Chinese stocks in New York advanced for a fifth day, the longest stretch of gains in four months, as a doubling in Huaneng Power International Inc.’s profit boosted the outlook for corporate earnings.
The Bloomberg China-US Equity Index of the most-traded Chinese equities in the U.S. rose 1.3 percent to 90.93, as SouFun Holdings Ltd. jumped to a one-month high and solar makers rallied. American depositary receipts of Huaneng, China’s largest electricity producer, surged to the highest level since 2007. Chip foundry Semiconductor Manufacturing International Corp. climbed 2.5 percent.

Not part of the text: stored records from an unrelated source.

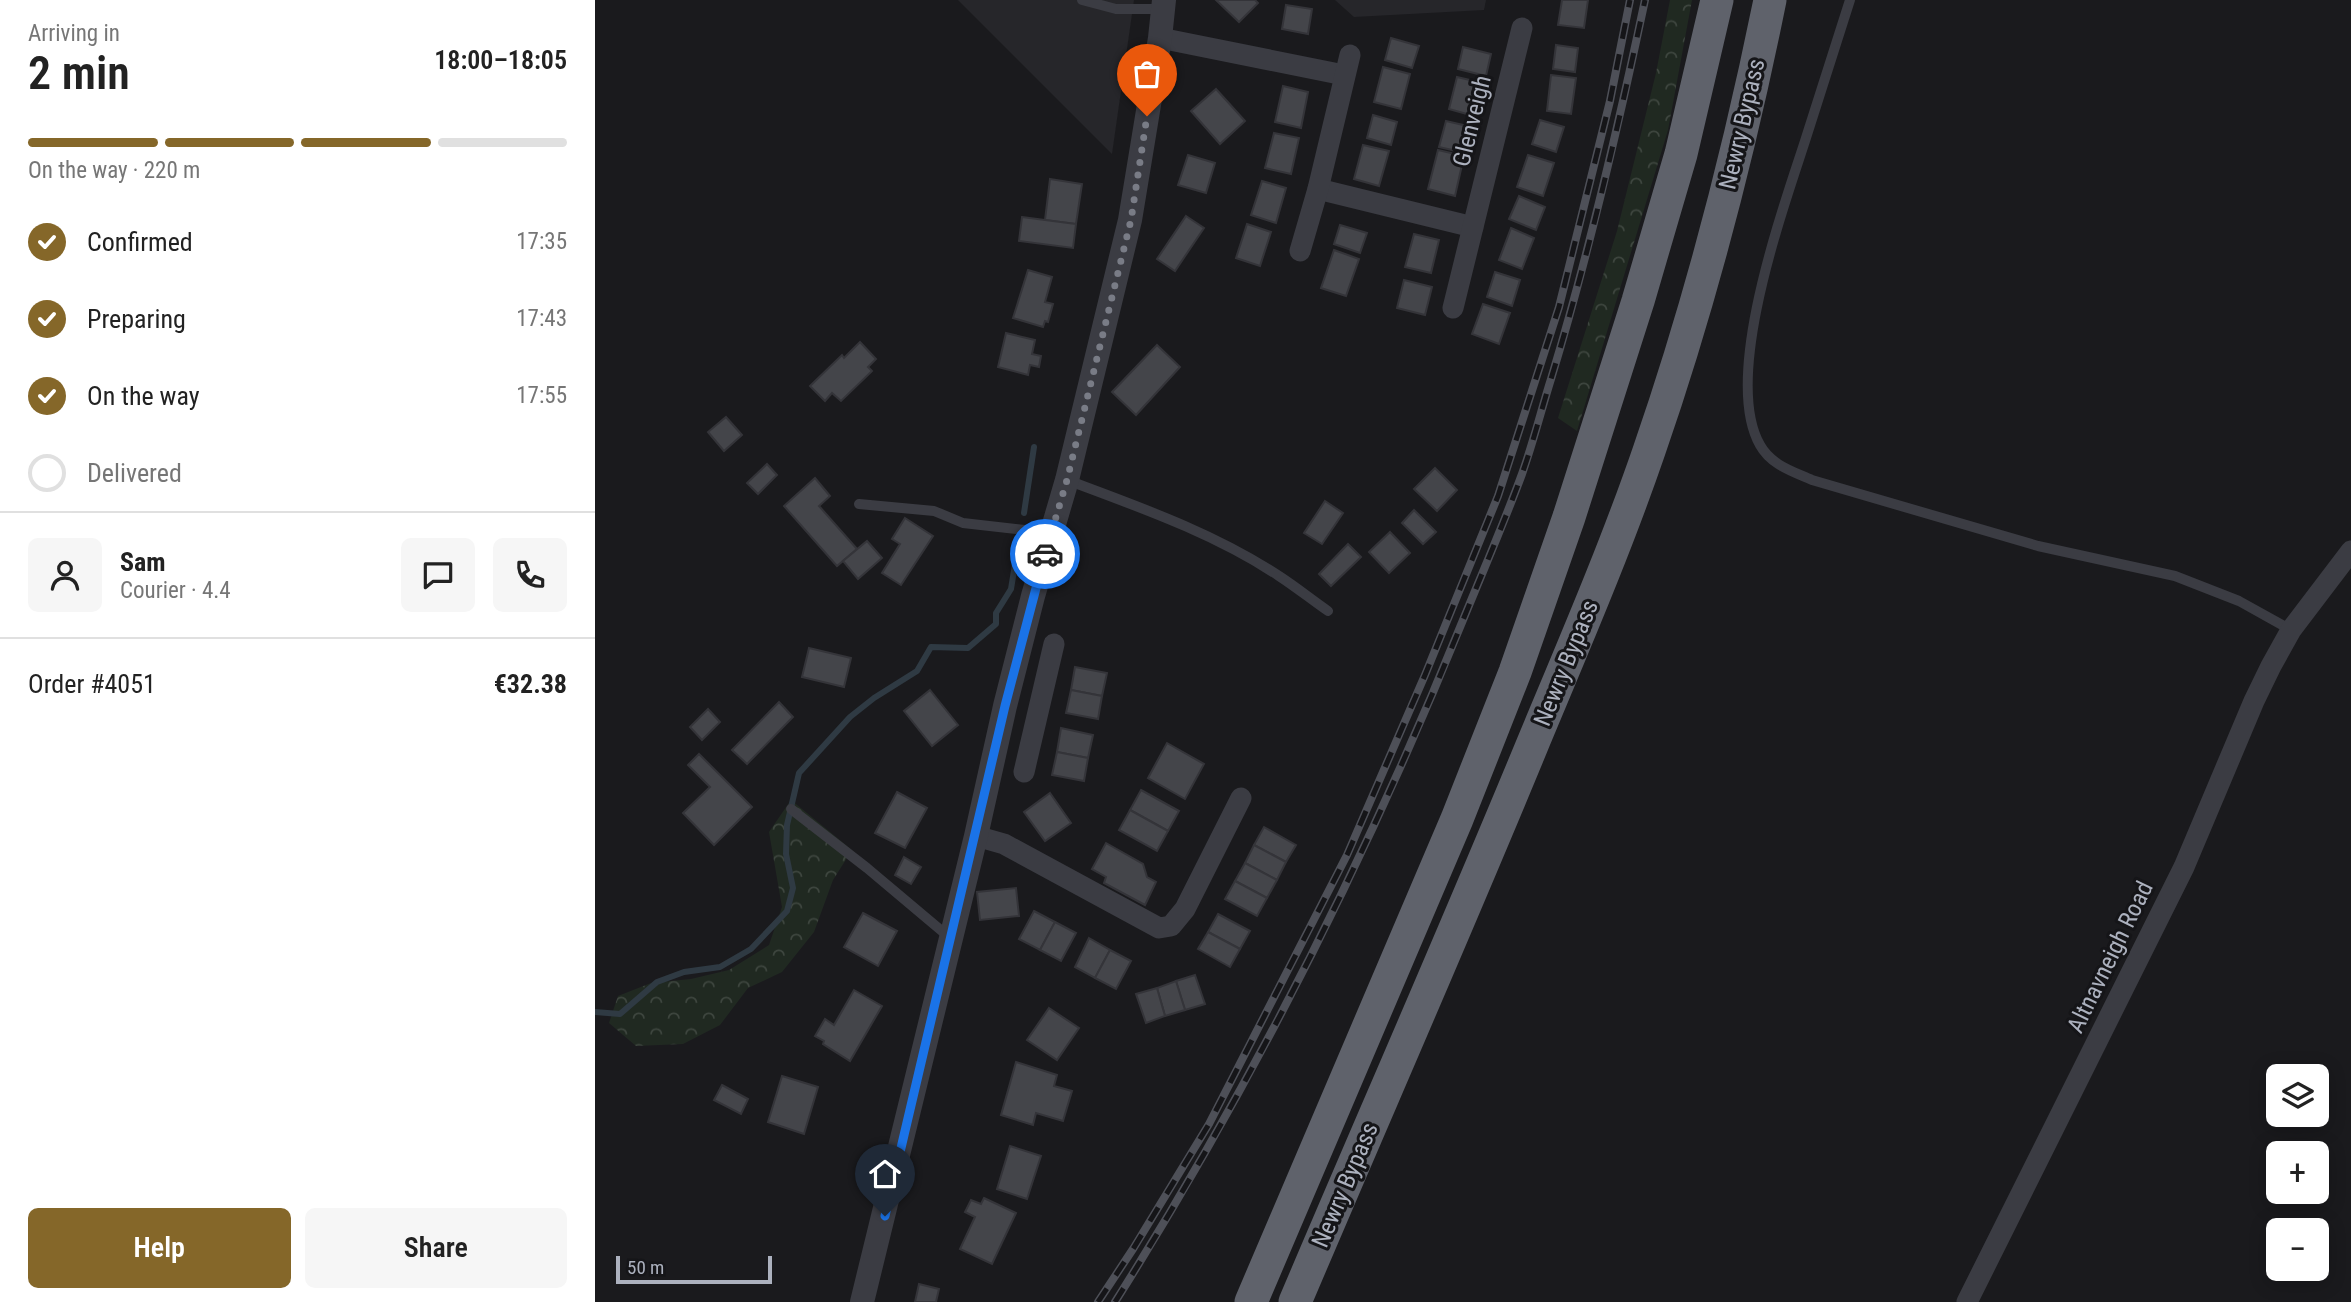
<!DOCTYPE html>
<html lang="en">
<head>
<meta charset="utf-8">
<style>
  :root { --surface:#fff; --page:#f6f6f6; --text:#222; --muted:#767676; --line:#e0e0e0; --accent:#856729 }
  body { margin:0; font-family:"Roboto Condensed",sans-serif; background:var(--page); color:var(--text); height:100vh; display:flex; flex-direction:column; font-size:26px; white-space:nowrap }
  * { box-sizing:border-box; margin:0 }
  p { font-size:23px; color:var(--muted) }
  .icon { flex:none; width:38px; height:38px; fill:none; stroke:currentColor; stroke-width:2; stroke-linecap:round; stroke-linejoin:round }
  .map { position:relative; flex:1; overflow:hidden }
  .sheet { display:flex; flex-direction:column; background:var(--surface); width:595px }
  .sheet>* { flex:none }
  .fabs { position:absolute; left:1671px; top:1064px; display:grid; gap:14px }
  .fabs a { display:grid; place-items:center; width:63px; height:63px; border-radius:10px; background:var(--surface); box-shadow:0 4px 18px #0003; font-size:35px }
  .scale { position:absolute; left:21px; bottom:18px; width:156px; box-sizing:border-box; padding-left:7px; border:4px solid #acb1be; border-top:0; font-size:19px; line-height:24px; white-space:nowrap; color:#acb1be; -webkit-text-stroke:5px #151518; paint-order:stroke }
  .pin { position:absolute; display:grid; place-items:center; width:60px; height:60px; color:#fff; margin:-72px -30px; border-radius:50% 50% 50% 0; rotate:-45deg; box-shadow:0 0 7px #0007 }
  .pin .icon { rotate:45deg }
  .courier { position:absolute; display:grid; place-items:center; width:70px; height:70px; margin:-35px; border:5px solid #1a73e8; border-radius:50%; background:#fff; color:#222; box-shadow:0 2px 9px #0007 }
  .headline em { font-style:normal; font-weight:600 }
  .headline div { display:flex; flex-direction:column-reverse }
  .headline { display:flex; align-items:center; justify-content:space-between; height:119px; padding:0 28px }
  h1 { font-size:46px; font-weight:600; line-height:52px }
  .bar { display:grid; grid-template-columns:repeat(4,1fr); gap:10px 7px; align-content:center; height:84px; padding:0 28px }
  .bar i { height:9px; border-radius:5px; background:var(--line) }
  .bar .active { background:var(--accent) }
  .bar p { grid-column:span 4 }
  .line { display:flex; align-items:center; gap:18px; padding:0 28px; border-top:2px solid var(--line) }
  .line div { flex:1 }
  .round { display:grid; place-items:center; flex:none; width:74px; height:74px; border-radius:10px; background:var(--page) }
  ol { padding:0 28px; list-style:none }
  li { display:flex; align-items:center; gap:21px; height:77px }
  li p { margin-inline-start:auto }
  li .icon { padding:7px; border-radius:50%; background:var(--accent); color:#fff; stroke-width:4 }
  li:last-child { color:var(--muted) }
  li i { width:38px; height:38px; border:4px solid var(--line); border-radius:50% }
  .primary-button { display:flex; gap:14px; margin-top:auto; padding:14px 28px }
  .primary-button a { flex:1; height:80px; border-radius:10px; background:var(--accent); color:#fff; font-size:28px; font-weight:600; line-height:80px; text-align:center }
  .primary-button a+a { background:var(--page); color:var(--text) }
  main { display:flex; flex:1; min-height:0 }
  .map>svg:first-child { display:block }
  .built { fill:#26262a }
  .forest { fill:url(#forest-crowns) }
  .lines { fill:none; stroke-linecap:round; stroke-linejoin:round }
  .stream { stroke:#2f3a43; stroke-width:6 }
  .building { fill:#44454a; stroke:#343439; stroke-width:2 }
  .service { stroke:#3b3c43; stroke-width:10 }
  .minor { stroke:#3b3c43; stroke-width:21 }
  .tertiary { stroke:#3b3c43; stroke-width:24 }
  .trunk { stroke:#5f626b; stroke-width:33 }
  .rail-casing { stroke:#4e5058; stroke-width:8 }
  .rail { stroke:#151518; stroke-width:5; stroke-dasharray:16; stroke-linecap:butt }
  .done { stroke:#797c86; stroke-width:7; stroke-dasharray:0 12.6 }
  .route { stroke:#1a73e8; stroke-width:9 }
  .labels { text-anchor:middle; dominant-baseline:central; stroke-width:6; stroke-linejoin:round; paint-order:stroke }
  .street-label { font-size:24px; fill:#acb1be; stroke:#151518 }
</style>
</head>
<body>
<main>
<section class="sheet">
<div class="headline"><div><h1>2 min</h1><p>Arriving in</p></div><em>18:00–18:05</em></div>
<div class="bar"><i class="active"></i><i class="active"></i><i class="active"></i><i></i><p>On the way · 220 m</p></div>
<ol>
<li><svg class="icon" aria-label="check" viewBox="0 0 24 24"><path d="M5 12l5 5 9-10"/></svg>Confirmed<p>17:35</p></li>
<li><svg class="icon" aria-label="check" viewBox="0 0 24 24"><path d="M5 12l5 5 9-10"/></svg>Preparing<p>17:43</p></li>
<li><svg class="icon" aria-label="check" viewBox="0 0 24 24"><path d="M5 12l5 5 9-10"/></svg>On the way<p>17:55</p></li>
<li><i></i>Delivered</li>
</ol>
<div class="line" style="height:126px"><a class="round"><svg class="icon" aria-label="person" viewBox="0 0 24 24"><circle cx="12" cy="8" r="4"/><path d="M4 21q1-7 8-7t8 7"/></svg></a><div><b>Sam</b><p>Courier · 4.4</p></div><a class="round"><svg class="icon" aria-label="chat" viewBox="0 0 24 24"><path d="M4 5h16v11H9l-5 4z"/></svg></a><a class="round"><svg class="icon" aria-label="phone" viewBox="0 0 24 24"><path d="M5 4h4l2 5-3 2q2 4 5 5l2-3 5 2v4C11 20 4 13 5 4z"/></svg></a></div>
<div class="line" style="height:91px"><div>Order #4051</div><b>€32.38</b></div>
<div class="primary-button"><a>Help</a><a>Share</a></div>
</section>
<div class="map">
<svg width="1756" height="1302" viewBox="0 0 1756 1302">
  <defs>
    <pattern id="forest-crowns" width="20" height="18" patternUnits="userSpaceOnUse" patternTransform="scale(1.75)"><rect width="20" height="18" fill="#202921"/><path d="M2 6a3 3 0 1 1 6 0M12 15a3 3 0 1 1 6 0" fill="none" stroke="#3e463f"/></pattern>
  </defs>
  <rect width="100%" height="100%" fill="#1a1a1d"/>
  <g class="built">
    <path d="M363,0H539L517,154Z"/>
    <path d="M740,0H891L889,10L759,17Z"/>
  </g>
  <g class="forest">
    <path d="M1075,0H1097L1073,130L982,431L963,418L1022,231L1061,73Z"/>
    <path d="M196,800L257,850L238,880L219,932L187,972L153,988L125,1025L88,1044L41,1046L14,1023L23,996L56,983L96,979L134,970L174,945L187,907L174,832Z"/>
  </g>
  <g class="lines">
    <g class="stream">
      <path d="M429,513L439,447"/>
      <path d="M0,1012L25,1014L62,982L89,972L125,967L156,949L192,911L198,888L191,854L192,825L204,773L255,717L279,698L322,671L336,647L373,648L401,624V613L416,589L423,546"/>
    </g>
  </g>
  <g class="building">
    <path d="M621,0H660L663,3L644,22Z"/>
    <path d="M967,0H993L989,28L963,25Z"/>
    <path d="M691,5L717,9L713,34L687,29Z"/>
    <path d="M796,38L824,46L817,68L790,60Z"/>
    <path d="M961,45L983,48L980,72L958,69Z"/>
    <path d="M868,47L896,54L891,76L863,69Z"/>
    <path d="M788,67L815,74L806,109L779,102Z"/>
    <path d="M956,75L981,78L976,114L952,111Z"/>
    <path d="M862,77L888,83L879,116L854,109Z"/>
    <path d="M688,86L713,92L706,128L680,122Z"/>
    <path d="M621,89L650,121L625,144L596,111Z"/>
    <path d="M778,115L802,122L796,145L772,138Z"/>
    <path d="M945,120L969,127L961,152L937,144Z"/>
    <path d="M851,121L877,127L870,153L844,147Z"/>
    <path d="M679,133L704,138L696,174L670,168Z"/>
    <path d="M768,145L794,151L784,186L759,179Z"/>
    <path d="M843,150L869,156L860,196L833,189Z"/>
    <path d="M593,155L620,163L611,193L583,185Z"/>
    <path d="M933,155L959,163L948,196L922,187Z"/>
    <path d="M455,179L487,184L481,224L450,220Z"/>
    <path d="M667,181L691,188L681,223L656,215Z"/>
    <path d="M924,196L950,207L941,230L914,219Z"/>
    <path d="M591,216L609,228L580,271L562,259Z"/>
    <path d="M427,217L481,224L478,248L424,241Z"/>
    <path d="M652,224L676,232L665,266L641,258Z"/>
    <path d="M745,225L772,233L765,253L739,244Z"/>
    <path d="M916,228L939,238L927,269L904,260Z"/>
    <path d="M819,234L844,240L836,273L810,267Z"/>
    <path d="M739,250L764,259L751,296L726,288Z"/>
    <path d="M433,270L457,277L450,302L458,304L453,322L450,321L448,327L418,318Z"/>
    <path d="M900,272L925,280L917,306L892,297Z"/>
    <path d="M809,280L837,287L830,315L802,308Z"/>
    <path d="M888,304L915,313L904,344L877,334Z"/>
    <path d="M411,333L440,340L437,354L446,356L444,367L435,365L433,375L403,367Z"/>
    <path d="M265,342L281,359L273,367L277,371L246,401L237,393L230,401L215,386L247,355L249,358Z"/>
    <path d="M562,345L585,367L541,415L517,392Z"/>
    <path d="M131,417L147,435L129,451L113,432Z"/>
    <path d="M172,464L182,475L163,494L152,483Z"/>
    <path d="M840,468L862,490L842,511L819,489Z"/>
    <path d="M220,478L235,496L224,506L262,549L242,566L189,506Z"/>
    <path d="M730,501L748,513L727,544L709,533Z"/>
    <path d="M819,510L841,532L828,544L807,523Z"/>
    <path d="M310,518L338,536L306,585L287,573L305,544L297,539Z"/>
    <path d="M795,532L815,553L794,573L774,552Z"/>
    <path d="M272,541L287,558L263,579L248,561Z"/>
    <path d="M753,544L766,557L736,586L724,574Z"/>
    <path d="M214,648L256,658L249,687L207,677Z"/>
    <path d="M480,667L512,673L507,696L476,690Z"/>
    <path d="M335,690L363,725L337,746L309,711Z"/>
    <path d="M476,690L507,696L503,719L471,713Z"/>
    <path d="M184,702L198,717L152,764L137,750Z"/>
    <path d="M113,709L125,722L107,740L95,727Z"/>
    <path d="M466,728L498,735L493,758L462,752Z"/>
    <path d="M572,743L609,764L590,799L553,778Z"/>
    <path d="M462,752L493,758L489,781L457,775Z"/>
    <path d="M104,754L157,807L119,845L88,813L115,787L93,765Z"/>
    <path d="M546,790L584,811L573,831L535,810Z"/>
    <path d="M302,792L332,808L310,848L280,833Z"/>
    <path d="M455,793L476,823L450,841L429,812Z"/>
    <path d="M535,810L573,831L562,851L524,830Z"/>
    <path d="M669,827L701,845L691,862L659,845Z"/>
    <path d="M511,843L548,864L552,877L561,882L550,905L509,883L511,877L497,869Z"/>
    <path d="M659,845L691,862L682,880L650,863Z"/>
    <path d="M309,857L326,867L316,884L300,875Z"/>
    <path d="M650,863L682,880L672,898L640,881Z"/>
    <path d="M640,881L672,898L662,916L630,899Z"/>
    <path d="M421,888L424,916L385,920L382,892Z"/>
    <path d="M439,911L460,922L445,950L424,939Z"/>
    <path d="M268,913L302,931L283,966L249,947Z"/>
    <path d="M623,914L655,931L645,949L613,932Z"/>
    <path d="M460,922L481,933L466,961L445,950Z"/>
    <path d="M613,932L645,949L635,967L603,949Z"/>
    <path d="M494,938L515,950L500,978L480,967Z"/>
    <path d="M515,950L536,961L521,989L500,978Z"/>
    <path d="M600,975L610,1004L590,1010L581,981Z"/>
    <path d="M581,981L590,1010L570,1016L562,988Z"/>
    <path d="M562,988L570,1016L551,1023L541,994Z"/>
    <path d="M259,990L287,1006L255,1061L228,1044L229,1041L220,1036L230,1019L239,1025Z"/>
    <path d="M454,1008L484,1028L462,1060L432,1040Z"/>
    <path d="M421,1062L462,1075L459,1086L477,1091L468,1121L441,1113L438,1125L406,1115Z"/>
    <path d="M187,1076L223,1087L209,1134L173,1122Z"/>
    <path d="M127,1085L153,1099L146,1114L119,1100Z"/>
    <path d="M415,1146L446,1156L432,1199L402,1189Z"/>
    <path d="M389,1198L421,1213L397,1264L365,1249L380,1217L370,1212L376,1200L386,1204Z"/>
    <path d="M324,1284L344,1289L341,1302H320Z"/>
  </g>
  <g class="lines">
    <g class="service">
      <path d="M487,0L521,9H568"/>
      <path d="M1255,0C1240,47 1225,94 1210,141C1187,212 1127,378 1165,445C1176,465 1197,471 1217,480L1443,546L1580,576L1644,601L1696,630"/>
      <path d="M472,480C544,507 619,533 684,576C701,587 717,600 733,611"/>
      <path d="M264,504L339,511L368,523L457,533"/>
      <path d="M196,809L272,868L354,937"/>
    </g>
    <g class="minor">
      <path d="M565,38L749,75"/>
      <path d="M723,189L878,227"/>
      <path d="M705,251L723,189L755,55"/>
      <path d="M858,308L927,28"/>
      <path d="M429,772L459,644"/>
      <path d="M381,836L409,844L564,928L576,926L590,909L646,798"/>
      <path d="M1372,1302L1589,867L1659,701L1676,666L1696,630L1756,551"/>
    </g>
    <path class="tertiary" d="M267,1302L381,836L410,706L438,596L472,480L535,220L565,38L569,0"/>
    <g class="trunk">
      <path d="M656,1302L862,819L920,672L974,517L1043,301L1086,154L1122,0"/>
      <path d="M700,1302C779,1116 861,930 938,743C978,647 1020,550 1054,451C1105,304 1144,153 1175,0"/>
    </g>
    <defs>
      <g id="rail">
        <path d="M503,1302L538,1249L614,1124L752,855L830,675L903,496L964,307L1015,101L1035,0"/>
        <path d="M520,1302C657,1085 772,857 868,620C888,571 909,523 927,474C938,443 946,411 956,379C994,254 1023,128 1050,0"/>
      </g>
    </defs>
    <use href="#rail" class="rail-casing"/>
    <use href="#rail" class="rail"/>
  </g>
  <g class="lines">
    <path class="done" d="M450,554L472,480L536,220L552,116"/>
    <path class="route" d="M290,1216L410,706L450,554"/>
  </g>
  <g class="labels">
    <g class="street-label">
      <text transform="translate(877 121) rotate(-76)">Glenveigh</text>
      <text transform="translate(1147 124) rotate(-77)">Newry Bypass</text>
      <text transform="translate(971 663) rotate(-68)">Newry Bypass</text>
      <text transform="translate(1515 957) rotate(-64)">Altnavneigh Road</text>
      <text transform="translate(750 1185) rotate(-67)">Newry Bypass</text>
    </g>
  </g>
</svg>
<div class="fabs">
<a><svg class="icon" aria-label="layers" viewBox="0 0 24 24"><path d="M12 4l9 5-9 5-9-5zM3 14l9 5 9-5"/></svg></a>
<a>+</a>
<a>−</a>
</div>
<div class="scale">50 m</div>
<div class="pin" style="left:552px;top:116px;background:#ea580c"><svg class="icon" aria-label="bag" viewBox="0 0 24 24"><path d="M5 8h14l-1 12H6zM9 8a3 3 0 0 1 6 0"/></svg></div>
<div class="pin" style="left:290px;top:1216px;background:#1f2937"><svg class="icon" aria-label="home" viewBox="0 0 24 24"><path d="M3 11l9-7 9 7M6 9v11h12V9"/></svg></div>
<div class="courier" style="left:450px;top:554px"><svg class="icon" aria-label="car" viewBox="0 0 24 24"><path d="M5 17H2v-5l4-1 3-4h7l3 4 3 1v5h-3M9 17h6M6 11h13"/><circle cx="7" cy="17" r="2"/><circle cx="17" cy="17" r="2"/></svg></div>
</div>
</main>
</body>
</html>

Huaneng was raised to hold from sell by Bank of China as first-quarter profit surged to 2.55 billion yuan ($413 million), while Semiconductor Manufacturing posted net income that was four times the average analyst estimate. Seventeen of the 55 members in the Bloomberg China-US gauge are reporting quarterly results this week as the index trades at 12 times estimated earnings, 50 percent below its valuation in March 2012.
“We are going to have a good earnings season,” Michael Ding, lead manager of the China Region Fund at U.S. Global Investors Inc., which oversees $2.2 billion, said by phone from San Antonio, Texas. “The market is as if it’s pricing in zero earnings growth. The stocks are undervalued and fundamentals have been improving, not deteriorating.”
The iShares FTSE China 25 Index Fund, the largest Chinese exchange-traded fund in the U.S., added 1.3 percent to $36.48, gaining for the fourth time in five days. The Standard & Poor’s 500 Index closed little changed at 1,578.79.
Huaneng jumped 4.1 percent to $45.17 in New York, the highest close since December 2007 amid trading volumes almost triple the daily average over the past three months. Bank of China equity analyst Peter Yao, boosted his price target on the Beijing-based utility’s Hong Kong stock by 38 percent to HK$9.50.
The ADRs have climbed 9.3 percent in four days, helped by data from the China Coal Transport and Distribution Association showing coal prices sank to the lowest level in more than three years.
Semiconductor Manufacturing climbed to $3.30 and is poised for a 14 percent jump in April, the steepest monthly climb since January. The Shanghai-based company said first-quarter net income according to international reporting standards was $40.6 million, exceeding the $10.3 million average of three analysts’ estimates compiled by Bloomberg. Sales of $501.6 million also surpassed an average projection of $478.4 million.
SouFun, the Beijing-based owner of China’s biggest real estate website, gained 5.4 percent to $25.81, capping a 17 percent rally over the past four days.
Suntech Power Holdings Co. climbed 8.6 percent to 69.2 U.S. cents. The Jiangsu, China-based company, once the world’s largest solar panel maker, was dragged into insolvency days after it defaulted on a $541 million bond repayment March 15.
LDK Solar Ltd., the world’s second-biggest maker of wafers that convert sunlight into power, jumped 8.8 percent to $1.24, posting the steepest advance on the China-US index. Both LDK and Suntech have lost at least 13 percent this year.
A bill re-introduced yesterday by four U.S. senators would allow renewable energy projects access to tax advantages currently available for oil, gas and coal companies.
The difference in implied volatility for the FTSE China ETF and the iShares MSCI Emerging Markets Index Fund has more than doubled to 5.12 since Feb. 1, according to data compiled by Bloomberg on three-month contracts with an exercise price closest to the shares. That’s the biggest gap since August 2009 for the measure of options costs.
China’s economy unexpectedly weakened in the first quarter, manufacturing is expanding at a slower pace this month and banks from Goldman Sachs Group Inc. to JPMorgan Chase & Co. have cut estimates for growth in 2013. The ETF of Chinese companies is on pace for a third consecutive month of declines, the longest stretch since September 2011.
ADRs of Guangshen Railway Co. fell a third day, declining 4.1 percent to $23.59 in U.S. trading. The Shenzhen-based company reported an 11 percent drop in first-quarter net income yesterday. Giant Interactive Group Inc., an online games developer based in Shanghai, slid for the first time in five days, retreating 2.4 percent to $7.30.
The Shanghai Composite Index of domestic Chinese shares rose 1.6 percent to 2,218.32 yesterday after valuations on the benchmark fell to 12.1 times reported earnings, approaching the lowest level since Dec. 24. The Hang Seng China Enterprises Index in Hong Kong increased 2 percent to 10,634.37.